The Causeway Upgrade Project is raising the motorway 1.5 metres to prevent flooding and widening it to provide additional capacity and bus shoulder lanes in both directions. The cycleway alongside the motorway is being raised, widened and upgraded, too.

I realise that Friday’s storm coming at the same time as a king tide might not be the norm, but surely it won’t be that unique over the coming 30-50 years. Surely such a newly upgraded piece of infrastructure shouldn’t have flooded already. Given they also forgot refused to build a busway that’s now acknowledged as being needed within a decade, you’d at least have thought they’d get the raising right. And how flooded would it have been if they hadn’t done it?

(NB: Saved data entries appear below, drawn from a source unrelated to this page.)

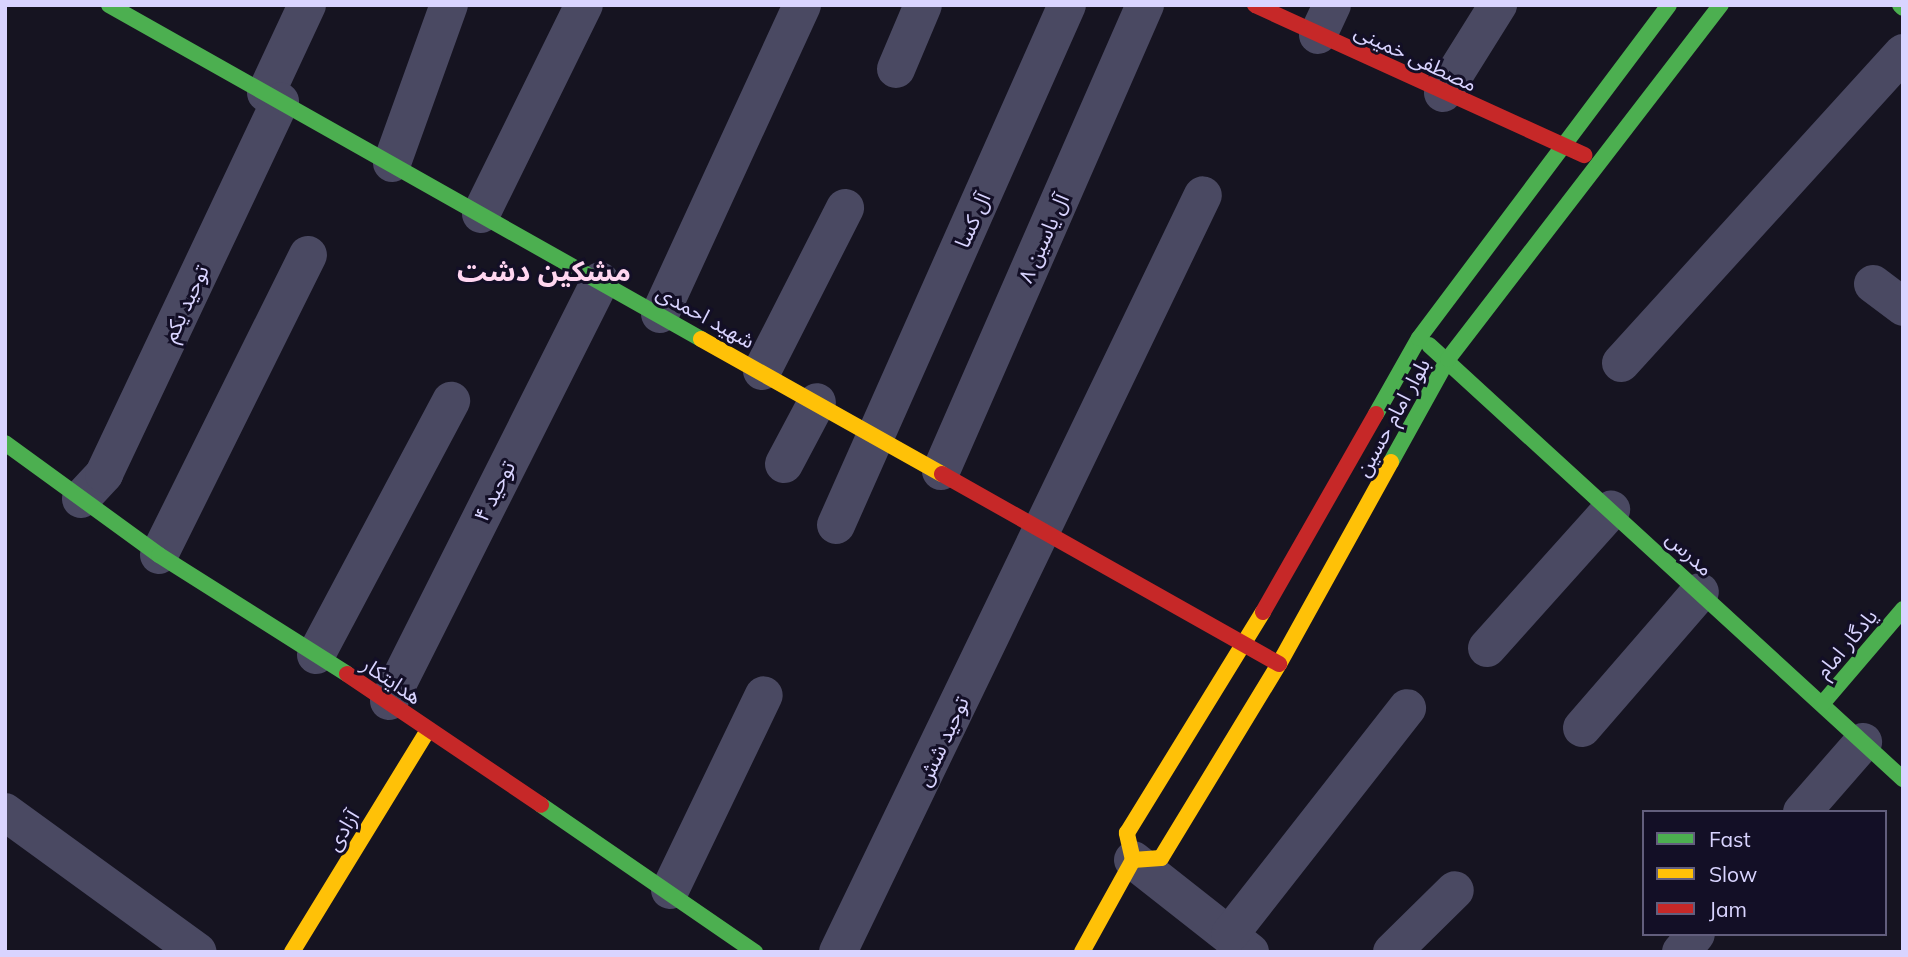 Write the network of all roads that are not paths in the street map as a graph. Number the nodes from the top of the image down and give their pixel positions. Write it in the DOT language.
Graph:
graph roads {
  1 [pos="307,5"];
  2 [pos="449,5"];
  3 [pos="584,5"];
  4 [pos="802,5"];
  5 [pos="923,5"];
  6 [pos="1067,5"];
  7 [pos="1144,5"];
  8 [pos="1255,5"];
  9 [pos="1498,5"];
  10 [pos="1669,5"];
  11 [pos="1721,5"];
  12 [pos="134,11"];
  13 [pos="1325,20"];
  14 [pos="1903,53"];
  15 [pos="896,69"];
  16 [pos="1443,93"];
  17 [pos="273,97"];
  18 [pos="1560,147"];
  19 [pos="1600,160"];
  20 [pos="392,163"];
  21 [pos="1203,195"];
  22 [pos="845,208"];
  23 [pos="481,214"];
  24 [pos="308,255"];
  25 [pos="600,281"];
  26 [pos="1873,284"];
  27 [pos="1903,307"];
  28 [pos="660,314"];
  29 [pos="1419,338"];
  30 [pos="1448,359"];
  31 [pos="1620,363"];
  32 [pos="762,371"];
  33 [pos="451,401"];
  34 [pos="817,402"];
  35 [pos="876,435"];
  36 [pos="5,443"];
  37 [pos="784,464"];
  38 [pos="941,471"];
  39 [pos="81,499"];
  40 [pos="1611,510"];
  41 [pos="836,525"];
  42 [pos="1044,529"];
  43 [pos="159,555"];
  44 [pos="1700,592"];
  45 [pos="1903,608"];
  46 [pos="1245,642"];
  47 [pos="1487,648"];
  48 [pos="316,655"];
  49 [pos="1279,664"];
  50 [pos="764,695"];
  51 [pos="389,701"];
  52 [pos="1822,704"];
  53 [pos="1407,708"];
  54 [pos="1582,728"];
  55 [pos="428,730"];
  56 [pos="1863,742"];
  57 [pos="1903,779"];
  58 [pos="1804,810"];
  59 [pos="5,812"];
  60 [pos="1133,860"];
  61 [pos="670,890"];
  62 [pos="1455,890"];
  63 [pos="1694,936"];
  64 [pos="1240,943"];
  65 [pos="198,952"];
  66 [pos="292,952"];
  67 [pos="755,952"];
  68 [pos="838,952"];
  69 [pos="1082,952"];
  70 [pos="1392,952"];
  71 [pos="1681,952"];
  1 -- 17 [label="street, توحید یکم"];
  2 -- 20 [label="street"];
  3 -- 23 [label="street"];
  4 -- 28 [label="street"];
  5 -- 15 [label="street"];
  6 -- 35 [label="street, آل کسا"];
  7 -- 38 [label="street, آل یاسین ۸"];
  8 -- 13 [label="main road, مصطفی خمینی"];
  9 -- 16 [label="street"];
  10 -- 18 [label="main road, بلوار امام حسین"];
  11 -- 19 [label="main road, بلوار امام حسین"];
  12 -- 17 [label="main road, شهید احمدی"];
  13 -- 16 [label="main road, مصطفی خمینی"];
  14 -- 31 [label="street"];
  16 -- 18 [label="main road, مصطفی خمینی"];
  17 -- 20 [label="main road, شهید احمدی"];
  17 -- 39 [label="street, توحید یکم"];
  18 -- 19 [label="main road, مصطفی خمینی"];
  18 -- 29 [label="main road, بلوار امام حسین"];
  19 -- 30 [label="main road, بلوار امام حسین"];
  20 -- 23 [label="main road, شهید احمدی"];
  21 -- 42 [label="street, توحید شش"];
  22 -- 32 [label="street"];
  23 -- 25 [label="main road, شهید احمدی"];
  24 -- 43 [label="street"];
  25 -- 28 [label="main road, شهید احمدی"];
  25 -- 51 [label="street, توحید ۴"];
  26 -- 27 [label="street"];
  28 -- 32 [label="main road, شهید احمدی"];
  29 -- 30 [label="main road, مدرس"];
  29 -- 46 [label="main road, بلوار امام حسین"];
  30 -- 40 [label="main road, مدرس"];
  30 -- 49 [label="main road, بلوار امام حسین"];
  32 -- 34 [label="main road, شهید احمدی"];
  33 -- 48 [label="street"];
  34 -- 35 [label="main road, شهید احمدی"];
  34 -- 37 [label="street"];
  35 -- 38 [label="main road, شهید احمدی"];
  35 -- 41 [label="street, آل کسا"];
  36 -- 39 [label="main road, هدایتکار"];
  38 -- 42 [label="main road, شهید احمدی"];
  39 -- 43 [label="main road, هدایتکار"];
  40 -- 44 [label="main road, مدرس"];
  40 -- 47 [label="street"];
  42 -- 46 [label="main road, شهید احمدی"];
  42 -- 68 [label="street, توحید شش"];
  43 -- 48 [label="main road, هدایتکار"];
  44 -- 52 [label="main road, مدرس"];
  44 -- 54 [label="street"];
  45 -- 52 [label="main road, یادگار امام"];
  46 -- 49 [label="main road, شهید احمدی"];
  46 -- 60 [label="main road, بلوار امام حسین"];
  48 -- 51 [label="main road, هدایتکار"];
  49 -- 60 [label="main road, بلوار امام حسین"];
  50 -- 61 [label="street"];
  51 -- 55 [label="main road, هدایتکار"];
  52 -- 56 [label="main road, مدرس"];
  53 -- 64 [label="street"];
  55 -- 61 [label="main road, هدایتکار"];
  55 -- 66 [label="main road, آزادی"];
  56 -- 57 [label="main road, مدرس"];
  56 -- 58 [label="street"];
  59 -- 65 [label="street"];
  60 -- 64 [label="street"];
  60 -- 69 [label="main road"];
  61 -- 67 [label="main road, هدایتکار"];
  62 -- 70 [label="street"];
  63 -- 71 [label="street"];
} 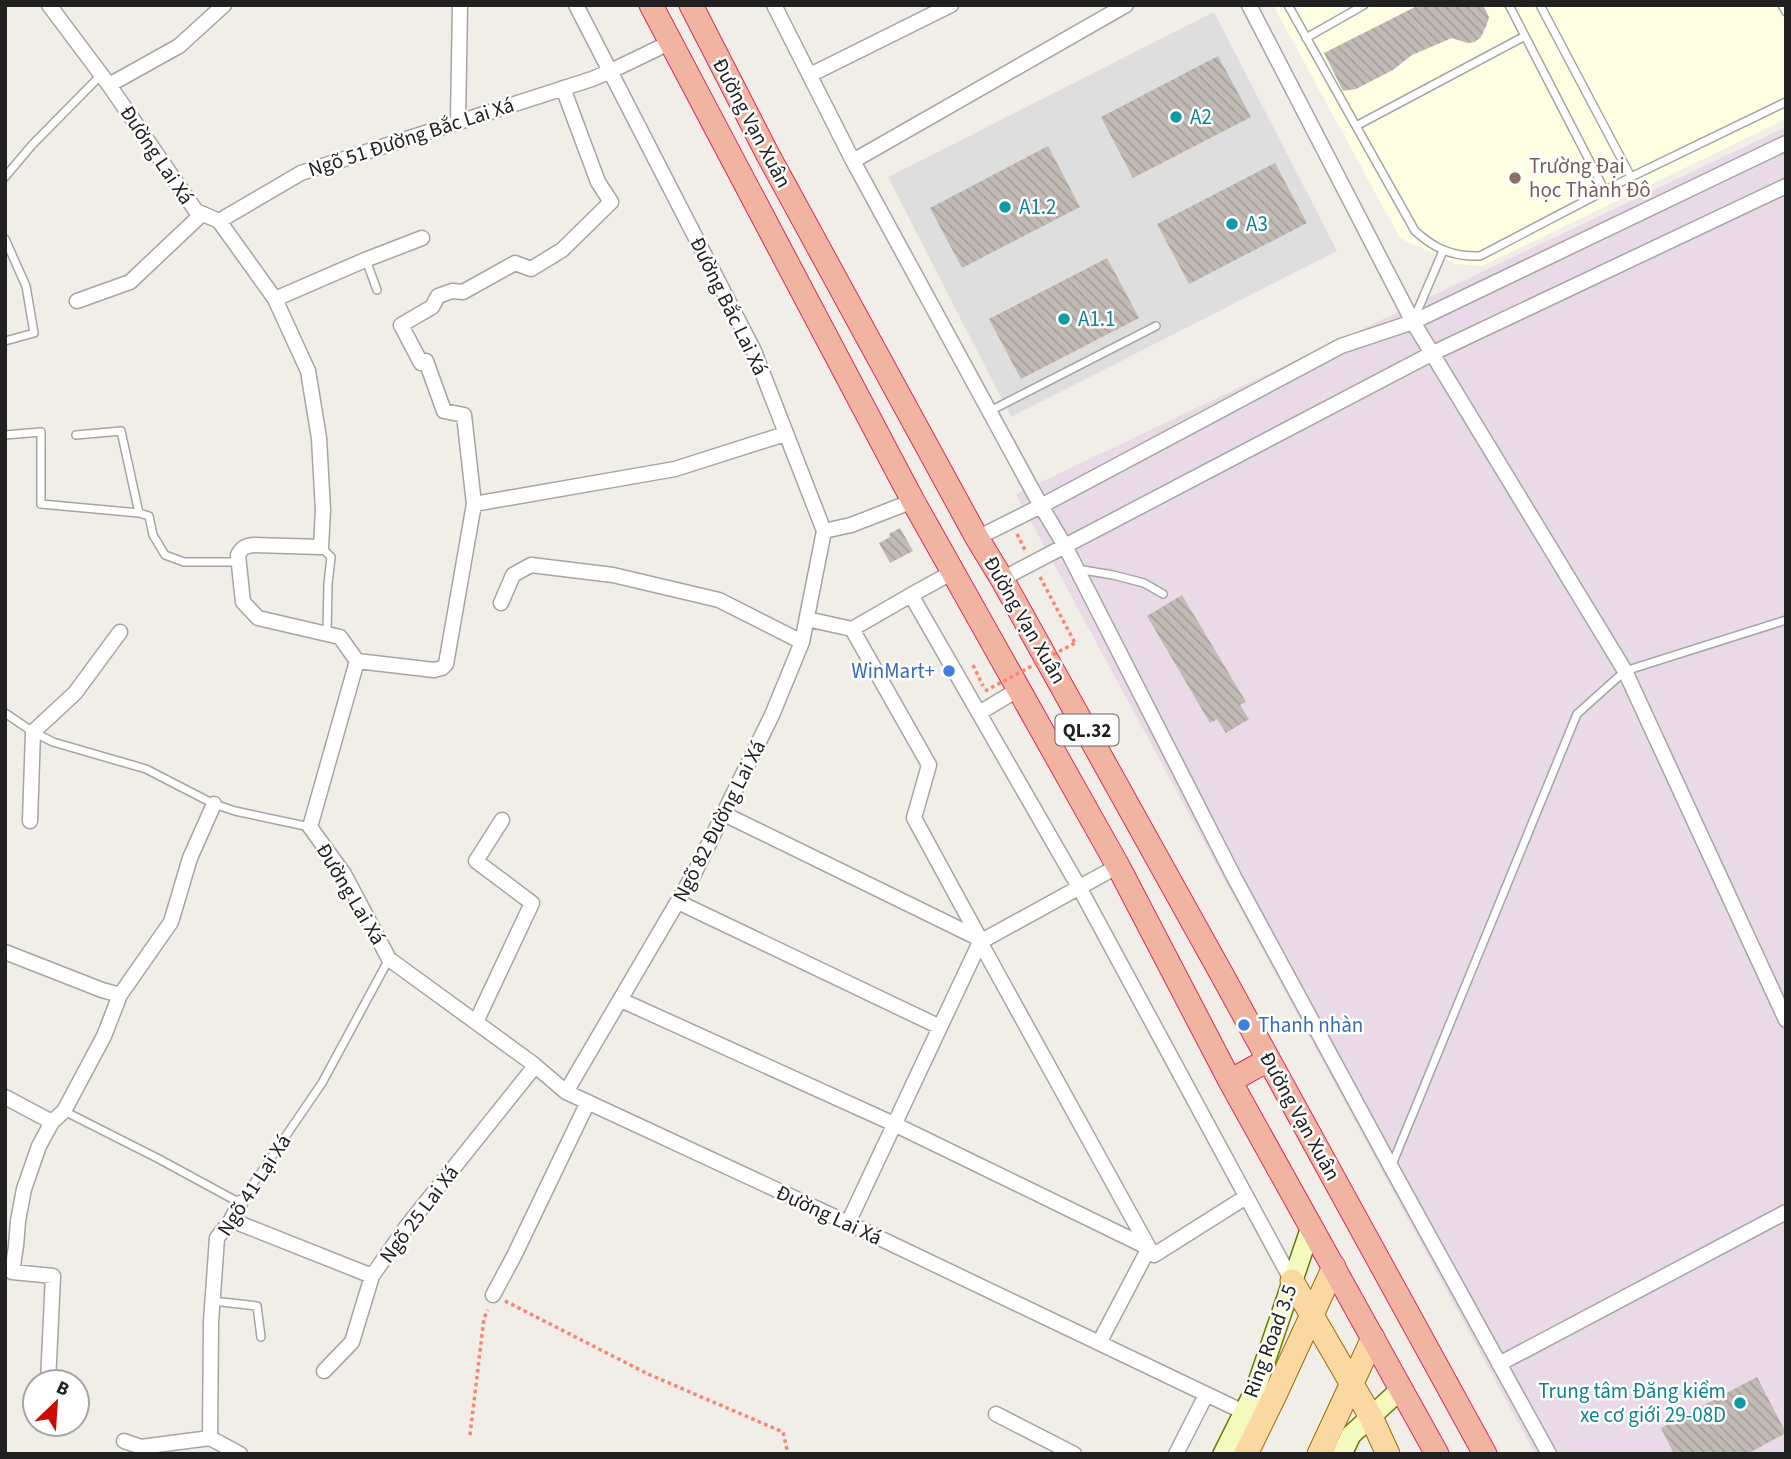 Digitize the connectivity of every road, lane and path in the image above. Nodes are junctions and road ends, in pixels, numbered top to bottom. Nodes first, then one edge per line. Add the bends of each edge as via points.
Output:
1 (49, 5) edge
2 (224, 5) edge
3 (460, 5) edge
4 (576, 5) edge
5 (651, 5) edge
6 (691, 5) edge
7 (774, 5) edge
8 (951, 5) edge
9 (1126, 5) edge
10 (1249, 5) edge
11 (1288, 5) edge
12 (1364, 5) edge
13 (1509, 5) edge
14 (1540, 5) edge
15 (1782, 5) edge
16 (1786, 12) edge
17 (1525, 36) junction
18 (1306, 38) junction
19 (671, 42) junction
20 (611, 72) junction
21 (810, 75) junction
22 (105, 79) junction
23 (563, 88) junction
24 (1786, 102) edge
25 (458, 121) junction
26 (1356, 126) junction
27 (1786, 143) edge
28 (853, 161) junction
29 (5, 177) edge
30 (1631, 177) junction
31 (1786, 186) edge
32 (1605, 191) junction
33 (202, 214) junction
34 (219, 221) junction
35 (422, 238) dead end
36 (5, 239) edge
37 (1443, 251) junction
38 (365, 260) junction
39 (377, 290) dead end
40 (275, 299) junction
41 (77, 301) dead end
42 (1413, 322) junction
43 (1156, 326) dead end
44 (5, 341) edge
45 (1431, 354) junction
46 (989, 412) junction
47 (785, 434) junction
48 (5, 435) edge
49 (75, 435) dead end
50 (914, 501) junction
51 (474, 504) junction
52 (1041, 506) junction
53 (139, 513) junction
54 (824, 531) junction
55 (977, 538) junction
56 (1065, 546) junction
57 (321, 547) junction
58 (238, 562) junction
59 (1077, 569) junction
60 (953, 572) junction
61 (1002, 579) junction
62 (1163, 594) dead end
63 (911, 595) junction
64 (501, 603) dead end
65 (1061, 614) dead end
66 (807, 619) junction
67 (1786, 620) edge
68 (852, 629) junction
69 (120, 632) dead end
70 (327, 634) junction
71 (802, 642) junction
72 (356, 662) junction
73 (973, 665) dead end
74 (1625, 671) junction
75 (1019, 689) junction
76 (5, 713) edge
77 (979, 713) junction
78 (33, 732) junction
79 (214, 804) junction
80 (724, 814) junction
81 (502, 820) dead end
82 (30, 821) dead end
83 (310, 827) junction
84 (1118, 866) junction
85 (1079, 887) junction
86 (678, 902) junction
87 (980, 940) junction
88 (5, 952) edge
89 (389, 959) junction
90 (120, 995) junction
91 (621, 1000) junction
92 (1786, 1020) edge
93 (476, 1022) junction
94 (940, 1027) junction
95 (1268, 1060) junction
96 (535, 1066) junction
97 (1230, 1082) junction
98 (566, 1092) junction
99 (5, 1097) edge
100 (588, 1102) junction
101 (65, 1111) junction
102 (52, 1122) junction
103 (894, 1124) junction
104 (1391, 1167) junction
105 (1246, 1197) junction
106 (240, 1203) junction
107 (1786, 1212) edge
108 (11, 1220) edge
109 (231, 1220) junction
110 (848, 1223) junction
111 (1311, 1227) junction
112 (1149, 1248) junction
113 (1334, 1267) junction
114 (372, 1276) junction
115 (1292, 1281) junction
116 (493, 1295) junction
117 (212, 1301) junction
118 (1311, 1315) junction
119 (261, 1337) dead end
120 (1373, 1338) junction
121 (1099, 1343) junction
122 (1499, 1364) junction
123 (49, 1368) edge
124 (324, 1371) dead end
125 (1352, 1384) junction
126 (1401, 1389) junction
127 (1206, 1395) junction
128 (996, 1414) dead end
129 (1253, 1417) junction
130 (1371, 1417) junction
131 (470, 1435) dead end
132 (211, 1438) junction
133 (124, 1441) dead end
134 (1068, 1452) edge
135 (240, 1454) edge
136 (788, 1454) edge
137 (1177, 1454) edge
138 (1223, 1454) edge
139 (1246, 1454) edge
140 (1319, 1454) edge
141 (1342, 1454) edge
142 (1388, 1454) edge
143 (1437, 1454) edge
144 (1485, 1454) edge
145 (1549, 1454) edge

1 - 22 street, Đường Lai Xá
2 - 22 street via 179,46
3 - 25 street
4 - 20 street, Đường Bắc Lai Xá
5 - 19 highway, Đường Vạn Xuân / QL.32
6 - 55 highway, Đường Vạn Xuân / QL.32
7 - 21 street
8 - 21 street
9 - 28 street
10 - 42 street
11 - 18 lane
12 - 18 lane
13 - 17 lane
14 - 30 lane
15 - 16 lane
17 - 26 lane
17 - 32 lane
18 - 26 lane
19 - 20 street, Ngõ 51 Đường Bắc Lai Xá
19 - 50 highway, Đường Vạn Xuân / QL.32
20 - 23 street, Ngõ 51 Đường Bắc Lai Xá
20 - 47 street, Đường Bắc Lai Xá via 754,351
21 - 28 street
22 - 29 lane via 32,145
22 - 33 street, Đường Lai Xá via 195,211
23 - 25 street, Ngõ 51 Đường Bắc Lai Xá
23 - 51 street via 598,182 611,202 562,250 531,269 515,263 463,292 439,296 432,307 401,325 444,411 464,415
24 - 30 lane
25 - 34 street, Ngõ 51 Đường Bắc Lai Xá via 301,173
26 - 37 lane via 1415,231
27 - 42 street
28 - 46 street
30 - 32 lane
31 - 45 street
32 - 37 lane via 1480,256
33 - 34 street, Đường Lai Xá
33 - 41 street via 130,282
34 - 40 street
35 - 38 street
36 - 44 lane via 26,286 34,333
37 - 42 lane
38 - 39 lane
38 - 40 street
40 - 57 street via 308,370 319,438
42 - 45 street
42 - 52 street via 1341,346
43 - 46 lane
45 - 56 street
45 - 74 street
46 - 52 street
47 - 51 street via 675,469
47 - 54 street, Đường Bắc Lai Xá
48 - 53 lane via 41,432 41,504
49 - 53 lane via 121,431
50 - 54 street
50 - 60 highway, Đường Vạn Xuân / QL.32
51 - 72 street via 446,664 434,670
52 - 55 street
52 - 56 street
53 - 58 lane via 149,516 153,535 165,555 184,562
54 - 66 street, Ngõ 82 Đường Lai Xá
55 - 61 highway, Đường Vạn Xuân / QL.32
56 - 59 street
56 - 61 street
57 - 58 street via 246,546 240,550
57 - 70 lane via 331,557
58 - 70 street via 243,602 258,618
59 - 62 lane via 1144,583
59 - 104 street via 1234,877
60 - 63 street
60 - 75 highway, Đường Vạn Xuân / QL.32
61 - 95 highway, Đường Vạn Xuân / QL.32
63 - 68 street
63 - 77 street
64 - 71 street via 513,575 531,565 613,575 719,600
65 - 73 path, bridge via 1075,643 985,691
66 - 68 street
66 - 71 street, Ngõ 82 Đường Lai Xá
67 - 74 lane
68 - 87 street via 929,765 914,818
69 - 78 street via 75,693
70 - 72 street via 340,637
71 - 80 street, Ngõ 82 Đường Lai Xá
72 - 83 street, Đường Lai Xá
74 - 92 street
74 - 104 lane via 1577,714
75 - 77 street
75 - 84 highway, Đường Vạn Xuân / QL.32
76 - 78 lane
77 - 85 street
78 - 79 lane via 146,769
78 - 82 street
79 - 83 lane
79 - 90 street via 190,859 172,922
80 - 86 street, Ngõ 82 Đường Lai Xá
80 - 87 street
81 - 93 street via 476,861 532,903
83 - 89 street, Đường Lai Xá via 344,874
84 - 85 street
84 - 97 highway, Đường Vạn Xuân / QL.32
85 - 87 street
85 - 105 street
86 - 91 street, Ngõ 82 Đường Lai Xá
86 - 94 street
87 - 94 street
87 - 112 street
88 - 90 street
89 - 93 street, Đường Lai Xá
89 - 106 lane, Ngõ 41 Lại Xá via 322,1083
90 - 101 street
91 - 98 street, Ngõ 82 Đường Lai Xá
91 - 103 street
93 - 96 street, Đường Lai Xá
94 - 103 street
95 - 97 highway
95 - 144 highway, Đường Vạn Xuân / QL.32
96 - 98 street, Đường Lai Xá
96 - 114 street, Ngõ 25 Lai Xá
97 - 111 highway, Đường Vạn Xuân / QL.32
98 - 100 street, Đường Lai Xá
99 - 102 street
100 - 110 street, Đường Lai Xá
100 - 116 street
101 - 102 street
101 - 106 lane
102 - 108 street
103 - 110 street
103 - 112 street
104 - 122 street
105 - 112 street via 1154,1255
105 - 115 street
106 - 109 street, Ngõ 41 Lại Xá
107 - 122 street
108 - 123 street via 16,1246 12,1272 53,1276
109 - 114 street
109 - 117 street, Ngõ 41 Lại Xá via 217,1238
110 - 121 street, Đường Lai Xá
111 - 113 highway, Đường Vạn Xuân / QL.32
111 - 115 main road, Ring Road 3.5
112 - 121 street
113 - 118 main road, Ring Road 3.5
113 - 120 highway, Đường Vạn Xuân / QL.32
114 - 124 street, Ngõ 25 Lai Xá via 352,1342
115 - 118 main road
115 - 129 main road, Ring Road 3.5 via 1256,1388
116 - 131 path via 484,1318
116 - 136 path via 648,1374 783,1432
117 - 119 lane via 257,1306
117 - 132 street, Ngõ 41 Lại Xá
118 - 125 main road
118 - 129 main road, Ring Road 3.5
120 - 125 main road
120 - 126 highway, Đường Vạn Xuân / QL.32
121 - 127 street, Đường Lai Xá
122 - 145 street
125 - 130 main road
125 - 140 main road
126 - 130 main road
126 - 143 highway, Đường Vạn Xuân / QL.32
127 - 129 street, Đường Lai Xá
127 - 137 street
128 - 134 street
129 - 138 main road, Ring Road 3.5
129 - 139 main road, Ring Road 3.5
130 - 141 main road via 1351,1435
130 - 142 main road
132 - 133 street via 141,1447
132 - 135 street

Finally roads weren’t the only transport infrastructure impacted. The new Half Moon Bay ferry terminal, that only opened in April last year, was also damaged in the storm and will be closed until further notice (at the time of writing this post). Like with the SH16 Causeway, was that it was damaged so soon in its life or was it just a freak incident that caused damage?

https://twitter.com/AklTransport/status/949717401125511168

What this really highlights is how we need to build more resilience into our transport system. In many ways we’re lucky this happened when it did, while many people are still on leave so not affected. But next time may be different, and we know these types of events are only likely to continue. It has been estimated that up to 2,000 km of road around the country will be affected by climate change. That’s a lot of road raising that will be needed and it won’t be cheap.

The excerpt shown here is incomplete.